**Task requirements:** Go over the entries below line by line, copying each one that contains the word "gradientUnits".

[Collected data]
+---+

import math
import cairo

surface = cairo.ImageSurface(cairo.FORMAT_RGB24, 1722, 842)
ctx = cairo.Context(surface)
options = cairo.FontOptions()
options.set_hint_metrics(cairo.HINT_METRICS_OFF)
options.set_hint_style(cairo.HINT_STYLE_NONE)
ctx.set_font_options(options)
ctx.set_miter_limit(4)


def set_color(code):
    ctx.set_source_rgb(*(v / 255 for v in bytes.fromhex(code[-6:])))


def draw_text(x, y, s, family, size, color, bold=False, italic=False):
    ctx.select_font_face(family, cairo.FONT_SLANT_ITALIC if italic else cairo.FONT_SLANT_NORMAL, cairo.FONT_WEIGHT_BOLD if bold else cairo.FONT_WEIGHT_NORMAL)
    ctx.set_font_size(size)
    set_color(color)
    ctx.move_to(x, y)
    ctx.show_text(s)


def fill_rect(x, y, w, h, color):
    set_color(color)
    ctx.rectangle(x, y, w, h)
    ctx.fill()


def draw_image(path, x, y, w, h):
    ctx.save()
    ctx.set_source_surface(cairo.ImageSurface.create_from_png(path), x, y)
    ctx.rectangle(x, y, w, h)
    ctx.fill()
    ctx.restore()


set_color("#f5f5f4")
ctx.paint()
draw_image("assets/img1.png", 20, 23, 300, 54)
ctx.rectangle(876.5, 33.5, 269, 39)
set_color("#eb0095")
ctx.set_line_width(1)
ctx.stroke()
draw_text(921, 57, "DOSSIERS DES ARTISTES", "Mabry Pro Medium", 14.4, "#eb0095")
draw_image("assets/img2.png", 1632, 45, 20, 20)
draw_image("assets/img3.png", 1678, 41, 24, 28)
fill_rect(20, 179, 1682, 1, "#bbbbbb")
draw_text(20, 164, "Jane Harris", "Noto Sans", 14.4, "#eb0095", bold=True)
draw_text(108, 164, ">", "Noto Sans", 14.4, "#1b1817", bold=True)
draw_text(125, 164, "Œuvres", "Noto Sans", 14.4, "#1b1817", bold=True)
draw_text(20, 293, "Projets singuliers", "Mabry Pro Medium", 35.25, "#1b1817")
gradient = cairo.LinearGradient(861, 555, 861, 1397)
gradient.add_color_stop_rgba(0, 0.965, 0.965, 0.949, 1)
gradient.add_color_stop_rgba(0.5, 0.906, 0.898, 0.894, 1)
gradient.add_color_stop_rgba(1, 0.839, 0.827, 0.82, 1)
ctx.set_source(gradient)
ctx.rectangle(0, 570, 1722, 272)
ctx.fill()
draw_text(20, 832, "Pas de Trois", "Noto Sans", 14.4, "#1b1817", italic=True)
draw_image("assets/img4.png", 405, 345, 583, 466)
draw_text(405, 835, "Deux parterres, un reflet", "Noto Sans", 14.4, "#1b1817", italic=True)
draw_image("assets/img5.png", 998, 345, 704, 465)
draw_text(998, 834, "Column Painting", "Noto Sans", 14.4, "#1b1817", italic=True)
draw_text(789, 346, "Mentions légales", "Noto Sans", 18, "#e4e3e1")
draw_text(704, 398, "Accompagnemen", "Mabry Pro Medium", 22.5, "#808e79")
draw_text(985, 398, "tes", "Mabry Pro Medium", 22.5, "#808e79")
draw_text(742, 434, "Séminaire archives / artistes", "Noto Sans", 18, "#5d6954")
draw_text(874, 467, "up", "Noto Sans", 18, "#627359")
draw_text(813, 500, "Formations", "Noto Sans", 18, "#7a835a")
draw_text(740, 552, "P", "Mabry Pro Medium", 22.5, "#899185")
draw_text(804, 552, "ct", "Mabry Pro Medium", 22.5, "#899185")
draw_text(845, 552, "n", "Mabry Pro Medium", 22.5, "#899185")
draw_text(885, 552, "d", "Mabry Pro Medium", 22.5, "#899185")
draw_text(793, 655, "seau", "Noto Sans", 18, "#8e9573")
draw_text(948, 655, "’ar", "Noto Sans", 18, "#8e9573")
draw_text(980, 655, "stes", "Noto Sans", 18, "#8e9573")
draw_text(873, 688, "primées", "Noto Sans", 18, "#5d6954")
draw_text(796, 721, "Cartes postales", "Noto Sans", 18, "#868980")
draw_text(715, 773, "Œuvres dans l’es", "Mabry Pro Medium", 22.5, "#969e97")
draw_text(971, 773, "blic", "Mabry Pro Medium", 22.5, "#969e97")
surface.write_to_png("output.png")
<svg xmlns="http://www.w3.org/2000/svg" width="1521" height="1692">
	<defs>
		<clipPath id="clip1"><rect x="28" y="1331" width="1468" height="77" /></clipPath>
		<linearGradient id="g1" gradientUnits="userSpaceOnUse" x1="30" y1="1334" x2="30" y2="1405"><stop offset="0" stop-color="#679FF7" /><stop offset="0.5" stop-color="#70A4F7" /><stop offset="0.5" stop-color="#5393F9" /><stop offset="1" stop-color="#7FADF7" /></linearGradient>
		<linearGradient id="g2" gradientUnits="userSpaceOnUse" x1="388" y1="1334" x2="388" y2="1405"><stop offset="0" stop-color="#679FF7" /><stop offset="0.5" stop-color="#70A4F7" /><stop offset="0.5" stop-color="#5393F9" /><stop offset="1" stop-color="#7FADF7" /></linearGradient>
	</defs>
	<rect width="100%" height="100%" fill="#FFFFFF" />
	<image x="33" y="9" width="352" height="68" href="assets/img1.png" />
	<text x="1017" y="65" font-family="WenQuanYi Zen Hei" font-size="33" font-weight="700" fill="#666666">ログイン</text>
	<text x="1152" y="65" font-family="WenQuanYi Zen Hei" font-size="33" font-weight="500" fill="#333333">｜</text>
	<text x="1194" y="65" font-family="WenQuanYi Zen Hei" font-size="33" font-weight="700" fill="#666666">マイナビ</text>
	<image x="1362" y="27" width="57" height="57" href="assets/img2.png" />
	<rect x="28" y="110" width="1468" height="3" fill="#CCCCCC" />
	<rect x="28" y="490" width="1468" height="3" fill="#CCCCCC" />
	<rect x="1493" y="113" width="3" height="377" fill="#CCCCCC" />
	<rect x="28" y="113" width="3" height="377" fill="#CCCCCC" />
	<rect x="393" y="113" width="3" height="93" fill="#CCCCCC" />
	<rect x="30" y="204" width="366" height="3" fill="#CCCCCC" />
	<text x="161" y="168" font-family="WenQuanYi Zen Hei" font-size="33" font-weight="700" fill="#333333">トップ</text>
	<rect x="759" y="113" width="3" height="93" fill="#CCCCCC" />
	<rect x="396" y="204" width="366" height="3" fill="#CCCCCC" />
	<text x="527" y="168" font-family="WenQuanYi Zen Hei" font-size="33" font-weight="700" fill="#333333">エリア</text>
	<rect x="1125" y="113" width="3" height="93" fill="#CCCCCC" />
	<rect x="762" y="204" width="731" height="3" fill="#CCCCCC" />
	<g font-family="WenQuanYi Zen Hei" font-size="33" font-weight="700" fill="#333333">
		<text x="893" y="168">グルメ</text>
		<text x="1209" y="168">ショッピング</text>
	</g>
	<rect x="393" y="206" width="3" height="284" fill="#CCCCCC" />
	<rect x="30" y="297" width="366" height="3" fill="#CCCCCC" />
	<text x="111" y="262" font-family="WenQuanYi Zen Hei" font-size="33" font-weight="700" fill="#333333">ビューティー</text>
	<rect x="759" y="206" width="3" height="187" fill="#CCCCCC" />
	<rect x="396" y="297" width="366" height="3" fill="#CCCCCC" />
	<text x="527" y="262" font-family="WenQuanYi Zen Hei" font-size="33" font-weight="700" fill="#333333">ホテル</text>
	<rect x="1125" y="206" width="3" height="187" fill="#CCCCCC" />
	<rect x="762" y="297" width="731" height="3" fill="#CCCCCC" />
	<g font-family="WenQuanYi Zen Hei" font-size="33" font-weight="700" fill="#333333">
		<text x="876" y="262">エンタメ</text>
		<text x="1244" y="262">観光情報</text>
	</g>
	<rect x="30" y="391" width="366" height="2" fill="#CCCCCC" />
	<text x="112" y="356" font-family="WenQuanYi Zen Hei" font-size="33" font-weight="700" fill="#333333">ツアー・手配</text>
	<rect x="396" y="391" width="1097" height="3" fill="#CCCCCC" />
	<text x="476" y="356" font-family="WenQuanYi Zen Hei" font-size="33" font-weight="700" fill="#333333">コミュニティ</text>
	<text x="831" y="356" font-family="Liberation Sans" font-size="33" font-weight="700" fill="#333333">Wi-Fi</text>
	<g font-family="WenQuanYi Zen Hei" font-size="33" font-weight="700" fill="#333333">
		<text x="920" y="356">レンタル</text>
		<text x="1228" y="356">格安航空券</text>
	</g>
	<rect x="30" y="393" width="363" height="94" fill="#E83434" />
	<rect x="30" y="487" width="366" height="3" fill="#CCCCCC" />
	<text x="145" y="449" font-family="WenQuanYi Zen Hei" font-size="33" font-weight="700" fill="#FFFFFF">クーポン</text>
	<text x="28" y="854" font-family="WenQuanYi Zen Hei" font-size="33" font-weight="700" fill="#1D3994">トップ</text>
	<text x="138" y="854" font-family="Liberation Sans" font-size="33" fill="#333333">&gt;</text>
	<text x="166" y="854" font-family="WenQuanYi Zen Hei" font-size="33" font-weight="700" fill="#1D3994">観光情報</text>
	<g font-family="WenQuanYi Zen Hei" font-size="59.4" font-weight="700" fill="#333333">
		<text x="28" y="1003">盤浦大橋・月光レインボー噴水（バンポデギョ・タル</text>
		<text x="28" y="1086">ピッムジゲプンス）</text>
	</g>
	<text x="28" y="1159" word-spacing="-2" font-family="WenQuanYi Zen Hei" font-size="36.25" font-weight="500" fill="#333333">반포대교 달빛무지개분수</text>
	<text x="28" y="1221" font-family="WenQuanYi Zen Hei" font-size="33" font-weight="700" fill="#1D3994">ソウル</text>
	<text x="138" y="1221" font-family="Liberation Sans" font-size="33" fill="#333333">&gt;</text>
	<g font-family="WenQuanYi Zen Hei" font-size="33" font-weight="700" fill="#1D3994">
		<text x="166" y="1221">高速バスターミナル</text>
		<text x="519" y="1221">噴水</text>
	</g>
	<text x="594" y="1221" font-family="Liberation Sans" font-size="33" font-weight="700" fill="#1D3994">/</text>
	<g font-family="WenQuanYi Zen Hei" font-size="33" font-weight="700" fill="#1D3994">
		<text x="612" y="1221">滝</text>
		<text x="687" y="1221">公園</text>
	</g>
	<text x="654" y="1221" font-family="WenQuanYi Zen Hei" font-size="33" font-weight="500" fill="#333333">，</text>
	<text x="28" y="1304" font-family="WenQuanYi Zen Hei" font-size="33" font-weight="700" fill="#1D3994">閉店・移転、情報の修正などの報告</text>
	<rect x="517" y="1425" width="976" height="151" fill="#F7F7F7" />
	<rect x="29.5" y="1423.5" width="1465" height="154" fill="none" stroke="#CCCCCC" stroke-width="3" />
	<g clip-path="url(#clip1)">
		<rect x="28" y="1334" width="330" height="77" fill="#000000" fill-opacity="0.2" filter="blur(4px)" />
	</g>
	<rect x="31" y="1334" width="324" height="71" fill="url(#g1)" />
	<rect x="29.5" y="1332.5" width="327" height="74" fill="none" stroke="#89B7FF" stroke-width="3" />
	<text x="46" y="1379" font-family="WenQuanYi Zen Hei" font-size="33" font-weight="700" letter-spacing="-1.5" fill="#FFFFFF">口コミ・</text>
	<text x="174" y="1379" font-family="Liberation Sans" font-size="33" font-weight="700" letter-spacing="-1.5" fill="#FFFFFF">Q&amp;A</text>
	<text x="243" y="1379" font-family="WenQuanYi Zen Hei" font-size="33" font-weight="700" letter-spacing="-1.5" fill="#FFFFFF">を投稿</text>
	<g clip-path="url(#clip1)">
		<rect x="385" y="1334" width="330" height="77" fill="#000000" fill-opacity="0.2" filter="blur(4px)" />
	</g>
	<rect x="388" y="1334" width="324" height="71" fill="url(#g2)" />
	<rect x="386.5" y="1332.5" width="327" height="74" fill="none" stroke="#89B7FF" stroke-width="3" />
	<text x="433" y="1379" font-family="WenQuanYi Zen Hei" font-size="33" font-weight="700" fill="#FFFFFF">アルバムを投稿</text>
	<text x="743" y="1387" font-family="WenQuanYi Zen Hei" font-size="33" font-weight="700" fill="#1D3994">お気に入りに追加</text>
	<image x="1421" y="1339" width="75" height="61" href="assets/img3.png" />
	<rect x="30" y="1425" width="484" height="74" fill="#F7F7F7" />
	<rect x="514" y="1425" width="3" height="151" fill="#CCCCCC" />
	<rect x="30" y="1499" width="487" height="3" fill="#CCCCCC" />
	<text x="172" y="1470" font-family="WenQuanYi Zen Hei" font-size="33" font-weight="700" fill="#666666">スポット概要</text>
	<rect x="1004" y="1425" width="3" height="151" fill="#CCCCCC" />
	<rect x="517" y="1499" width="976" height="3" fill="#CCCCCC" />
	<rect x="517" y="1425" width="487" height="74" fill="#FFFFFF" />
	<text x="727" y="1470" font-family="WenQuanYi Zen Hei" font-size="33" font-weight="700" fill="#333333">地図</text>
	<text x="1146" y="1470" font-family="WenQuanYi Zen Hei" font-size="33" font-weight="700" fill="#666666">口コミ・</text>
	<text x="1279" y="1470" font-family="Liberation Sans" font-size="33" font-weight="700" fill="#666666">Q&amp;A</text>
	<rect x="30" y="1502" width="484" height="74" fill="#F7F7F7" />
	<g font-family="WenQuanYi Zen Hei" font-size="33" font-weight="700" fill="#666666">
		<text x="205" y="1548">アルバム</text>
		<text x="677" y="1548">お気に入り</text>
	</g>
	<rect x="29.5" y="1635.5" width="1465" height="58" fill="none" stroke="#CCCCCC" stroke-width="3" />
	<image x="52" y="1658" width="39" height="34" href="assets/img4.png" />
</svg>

+---+

**Your response:**
		<linearGradient id="g1" gradientUnits="userSpaceOnUse" x1="30" y1="1334" x2="30" y2="1405"><stop offset="0" stop-color="#679FF7" /><stop offset="0.5" stop-color="#70A4F7" /><stop offset="0.5" stop-color="#5393F9" /><stop offset="1" stop-color="#7FADF7" /></linearGradient>
		<linearGradient id="g2" gradientUnits="userSpaceOnUse" x1="388" y1="1334" x2="388" y2="1405"><stop offset="0" stop-color="#679FF7" /><stop offset="0.5" stop-color="#70A4F7" /><stop offset="0.5" stop-color="#5393F9" /><stop offset="1" stop-color="#7FADF7" /></linearGradient>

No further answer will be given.